S'ajoute à ces considérations le fait qu'à partir de la racine "nom", que le requérant ne saurait revendiquer, et de ses variantes plus ou moins pseudo latines, il s'est construit de nombreux noms de domaines proches les uns des autres (et même de nombreuses marques) que le défendeur cite abondamment dans sa réponse.
Ce foisonnement de noms de domaine, inhérent au système Internet, conduit à considérer que l'on ne saurait apprécier les critères de similitudes dans le même esprit que dans le système des marques. Nous sommes dans le cadre juridique de l'UDRP, très respectueux du droit des titulaires de marques, mais qui ne saurait conduire à limiter le système Internet lorsque la similarité n'est pas telle qu'elle puisse prêter à confusion.
Il en est d'autant plus ainsi dans le présent litige que la clientèle n'est pas, comme le souligne le défendeur, l'internaute de base mais plutôt un responsable d'entreprise à la recherche d'un nom de domaine, d'une marque ou d'une autre prestation intellectuelle d'un certain niveau.

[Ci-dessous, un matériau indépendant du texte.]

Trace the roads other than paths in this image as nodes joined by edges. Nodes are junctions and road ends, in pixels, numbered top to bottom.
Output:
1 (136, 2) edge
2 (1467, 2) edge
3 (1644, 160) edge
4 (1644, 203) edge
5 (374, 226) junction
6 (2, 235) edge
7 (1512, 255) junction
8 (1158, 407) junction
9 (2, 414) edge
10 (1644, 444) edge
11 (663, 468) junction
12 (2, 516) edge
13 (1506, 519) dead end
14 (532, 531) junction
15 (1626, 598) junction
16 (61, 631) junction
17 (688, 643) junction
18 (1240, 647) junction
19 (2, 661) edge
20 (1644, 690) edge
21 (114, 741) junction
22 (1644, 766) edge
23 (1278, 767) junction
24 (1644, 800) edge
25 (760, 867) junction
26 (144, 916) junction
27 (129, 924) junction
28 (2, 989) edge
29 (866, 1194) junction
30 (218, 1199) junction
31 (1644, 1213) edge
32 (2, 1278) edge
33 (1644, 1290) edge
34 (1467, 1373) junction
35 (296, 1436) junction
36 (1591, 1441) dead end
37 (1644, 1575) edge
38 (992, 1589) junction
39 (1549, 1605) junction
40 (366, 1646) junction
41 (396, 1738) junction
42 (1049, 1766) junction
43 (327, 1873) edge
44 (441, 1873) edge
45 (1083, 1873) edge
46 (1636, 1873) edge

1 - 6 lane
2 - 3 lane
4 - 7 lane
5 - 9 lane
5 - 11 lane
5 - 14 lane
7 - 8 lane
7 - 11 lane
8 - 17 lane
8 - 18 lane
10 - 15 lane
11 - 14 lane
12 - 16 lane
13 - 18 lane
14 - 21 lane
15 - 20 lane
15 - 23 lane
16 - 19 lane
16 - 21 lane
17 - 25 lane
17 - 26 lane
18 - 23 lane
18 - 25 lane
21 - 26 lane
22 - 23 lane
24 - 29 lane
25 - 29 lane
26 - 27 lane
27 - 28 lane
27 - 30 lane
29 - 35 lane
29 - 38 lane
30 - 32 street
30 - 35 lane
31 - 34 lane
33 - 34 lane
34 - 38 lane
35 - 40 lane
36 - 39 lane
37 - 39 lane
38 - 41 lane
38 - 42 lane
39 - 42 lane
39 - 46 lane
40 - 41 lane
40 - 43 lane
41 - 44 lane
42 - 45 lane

A ce stade il est peu probable qu'il puisse se tromper de site.
Au demeurant la notoriété de Nomen International nous parait la mettre à l'abri d'une concurrence ayant pour origine la confusion des sites.
B. Droits ou intérêts légitimes
Il apparaît à la Commission Administrative que le défendeur a le droit et des intérêts légitimes sur les noms de domaine litigieux au sens des Principes directeurs notamment l'article 4 c.
Aucun élément du dossier ne permet de contester les droits du défendeur sur les noms de domaine incriminés si on considère qu'il n'y a pas de confusion possible.
Il utilise son nom de domaine pour accéder à son site sur lequel il offre des services variés allant de la vente de noms de domaine à la recherche de marques en passant par l'audit logique, l'ergonomie des sites ou la création de logotypes.
Le défendeur a un intérêt légitime dans l'offre de ces services dans un but commercial dès lors qu'il ne cherche pas à tromper le consommateur sur l'origine de cette offre ni à ternir la marque du requérant.
C. Enregistrement et usage de mauvaise foi
Le défendeur a enregistré puis utilisé ses noms de domaine paisiblement jusqu'à l'introduction du présent arbitrage. Le dossier ne mentionne pas qu'il y ait eu des contacts entre les parties au préalable ni que le défendeur ait cherché à négocier son nom de domaine.
Il n'est pas non plus démontré qu'il ait voulu nuire à la réputation du requérant ni lui soustraire des clients. Nous avons même le sentiment que ce n'est pas exactement le même type de clientèle qui s'adresse à l'un et à l'autre ne serais ce qu'en raison de la notoriété du requérant et de la création relativement récente du site du défendeur.
L'architecture des sites est différente. Par exemple les liens du site du défendeur avec des sites appelés pudiquement "de charme" marquent une différence avec Nomen qui ne saurait tromper les clients de ce dernier.
Enfin nous mentionnerons que le dépôt par le requérant de la marque "Nominem" en décembre 2000 est sans incidence dans le présent arbitrage puisqu'il est postérieur à l'enregistrement des noms de domaine par le défendeur. Le requérant lui-même n'évoque absolument pas ladite marque.
7. Décision
Vu les paragraphes 4) i) des Principes directeurs et 15 des Règles, la Commission Administrative décide:
a) que les noms les noms de domaine:
<nominem.com>
<nominem.net>
<nomename.com>
enregistrés par Monsieur Gilles Chenaille ne sont pas similaires aux marques "Nomen" du requérant au point de prêter à confusion,
b) que Monsieur Gilles Chenaille a un droit et des intérêts légitimes à disposer des noms de domaine précités,
c) que la preuve n'est pas apportée de l'enregistrement et de l'utilisation de mauvaise foi.
En conséquence la demande du requérant visant au transfert des noms de domaine précités est rejetée.